Records contained in a dataset -
------------------------------------------------------------------------

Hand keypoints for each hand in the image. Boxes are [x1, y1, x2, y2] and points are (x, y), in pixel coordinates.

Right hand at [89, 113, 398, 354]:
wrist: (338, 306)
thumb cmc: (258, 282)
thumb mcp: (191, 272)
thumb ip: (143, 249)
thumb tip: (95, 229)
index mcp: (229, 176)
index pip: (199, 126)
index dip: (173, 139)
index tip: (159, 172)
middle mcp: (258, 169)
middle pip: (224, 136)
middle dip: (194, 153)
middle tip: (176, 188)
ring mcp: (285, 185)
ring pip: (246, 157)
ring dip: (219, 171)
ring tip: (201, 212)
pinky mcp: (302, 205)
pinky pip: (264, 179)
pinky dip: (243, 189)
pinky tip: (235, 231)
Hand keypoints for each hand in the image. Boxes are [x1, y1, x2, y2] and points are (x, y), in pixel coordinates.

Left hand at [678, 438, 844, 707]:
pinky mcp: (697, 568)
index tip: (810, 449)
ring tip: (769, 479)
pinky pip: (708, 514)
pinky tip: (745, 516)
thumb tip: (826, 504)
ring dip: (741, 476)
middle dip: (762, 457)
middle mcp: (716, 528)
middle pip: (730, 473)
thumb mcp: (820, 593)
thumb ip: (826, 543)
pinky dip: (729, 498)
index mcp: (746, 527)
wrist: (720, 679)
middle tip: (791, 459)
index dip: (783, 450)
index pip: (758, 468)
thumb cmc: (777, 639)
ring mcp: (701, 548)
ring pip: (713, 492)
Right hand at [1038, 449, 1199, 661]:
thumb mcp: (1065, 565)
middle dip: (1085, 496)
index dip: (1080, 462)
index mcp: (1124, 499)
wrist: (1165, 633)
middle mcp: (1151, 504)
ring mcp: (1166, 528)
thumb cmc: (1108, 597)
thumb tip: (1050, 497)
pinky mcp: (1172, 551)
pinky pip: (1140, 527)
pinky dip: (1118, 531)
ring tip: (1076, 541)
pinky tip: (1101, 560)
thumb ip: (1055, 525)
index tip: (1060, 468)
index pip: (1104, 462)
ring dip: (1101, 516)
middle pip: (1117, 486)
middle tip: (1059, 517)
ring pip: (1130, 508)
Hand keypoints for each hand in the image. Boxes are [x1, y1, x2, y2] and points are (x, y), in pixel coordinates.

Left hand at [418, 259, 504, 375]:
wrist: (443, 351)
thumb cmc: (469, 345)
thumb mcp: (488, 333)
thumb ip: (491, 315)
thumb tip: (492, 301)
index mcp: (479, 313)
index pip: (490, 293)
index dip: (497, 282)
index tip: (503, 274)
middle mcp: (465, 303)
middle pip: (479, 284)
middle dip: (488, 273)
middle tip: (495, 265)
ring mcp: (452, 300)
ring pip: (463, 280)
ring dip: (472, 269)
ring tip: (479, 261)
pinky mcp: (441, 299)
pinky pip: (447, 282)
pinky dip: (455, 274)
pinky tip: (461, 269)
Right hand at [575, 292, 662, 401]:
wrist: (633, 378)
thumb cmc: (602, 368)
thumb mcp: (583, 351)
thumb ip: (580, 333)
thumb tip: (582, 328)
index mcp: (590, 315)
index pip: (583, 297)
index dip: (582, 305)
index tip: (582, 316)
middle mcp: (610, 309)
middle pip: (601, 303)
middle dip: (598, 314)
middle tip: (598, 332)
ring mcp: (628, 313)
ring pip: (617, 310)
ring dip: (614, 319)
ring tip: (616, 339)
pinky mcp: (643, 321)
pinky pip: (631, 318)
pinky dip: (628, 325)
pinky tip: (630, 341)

------------------------------------------------------------------------

Exercise directions - For each record above, give it again without a single change.

Result for this exercise -
Hand keypoints for each hand in the image. Boxes are [x1, y1, x2, y2] and points are (x, y), in pixel coordinates.

Right hand at [89, 113, 398, 354]:
wrist: (338, 306)
thumb cmc: (258, 282)
thumb mcp: (191, 272)
thumb ip: (143, 249)
thumb tip: (95, 229)
index mcp: (229, 176)
index pip: (199, 126)
index dip: (173, 139)
index tip: (159, 172)
middle mcp: (258, 169)
middle pip: (224, 136)
middle dip: (194, 153)
middle tip: (176, 188)
ring mcp: (285, 185)
ring pip: (246, 157)
ring dip: (219, 171)
ring tip: (201, 212)
pinky mcp: (302, 205)
pinky pip: (264, 179)
pinky dip: (243, 189)
pinky tip: (235, 231)
Hand keypoints for each hand in the image. Boxes are [x1, y1, x2, y2] and points are (x, y), in pixel coordinates.

Left hand at [678, 438, 844, 707]:
pinky mcp: (697, 568)
index tip: (810, 449)
ring tip: (769, 479)
pinky pip: (708, 514)
pinky tip: (745, 516)
thumb tip: (826, 504)
ring dip: (741, 476)
middle dip: (762, 457)
middle mcp: (716, 528)
middle pip: (730, 473)
thumb mcp: (820, 593)
thumb ip: (826, 543)
pinky dip: (729, 498)
index mcp: (746, 527)
wrist: (720, 679)
middle tip: (791, 459)
index dip: (783, 450)
index pip: (758, 468)
thumb cmc: (777, 639)
ring mcp: (701, 548)
ring pip: (713, 492)
Right hand at [1038, 449, 1199, 661]:
thumb mcp: (1065, 565)
middle dip: (1085, 496)
index dip: (1080, 462)
index mcp: (1124, 499)
wrist: (1165, 633)
middle mcp: (1151, 504)
ring mcp: (1166, 528)
thumb cmc: (1108, 597)
thumb tip: (1050, 497)
pinky mcp: (1172, 551)
pinky pip: (1140, 527)
pinky dip: (1118, 531)
ring tip: (1076, 541)
pinky tip: (1101, 560)
thumb ip: (1055, 525)
index tip: (1060, 468)
index pip: (1104, 462)
ring dip: (1101, 516)
middle pip: (1117, 486)
middle tip: (1059, 517)
ring pip: (1130, 508)
Hand keypoints for each hand in the image. Boxes are [x1, y1, x2, y2] and points are (x, y), in pixel coordinates.

Left hand at [418, 259, 504, 375]:
wrist: (443, 351)
thumb cmc: (469, 345)
thumb mcp: (488, 333)
thumb ip: (491, 315)
thumb tip: (492, 301)
index mcp: (479, 313)
index pip: (490, 293)
index dip: (497, 282)
index tip: (503, 274)
middle mcp: (465, 303)
middle pip: (479, 284)
middle dip: (488, 273)
middle tip: (495, 265)
ring mcp: (452, 300)
ring pip: (463, 280)
ring dip: (472, 269)
ring tip: (479, 261)
pinky mcp: (441, 299)
pinky pip: (447, 282)
pinky dip: (455, 274)
pinky tip: (461, 269)
Right hand at [575, 292, 662, 401]:
wrist: (633, 378)
thumb cmc: (602, 368)
thumb mcp: (583, 351)
thumb ip: (580, 333)
thumb tip: (582, 328)
index mcp: (590, 315)
index pip: (583, 297)
index dip: (582, 305)
index tip: (582, 316)
middle mcp: (610, 309)
middle pip: (601, 303)
middle dip: (598, 314)
middle tip: (598, 332)
ring mcp: (628, 313)
ring pip: (617, 310)
ring dip: (614, 319)
ring tip: (616, 339)
pinky mcp: (643, 321)
pinky pip: (631, 318)
pinky dip: (628, 325)
pinky tip: (630, 341)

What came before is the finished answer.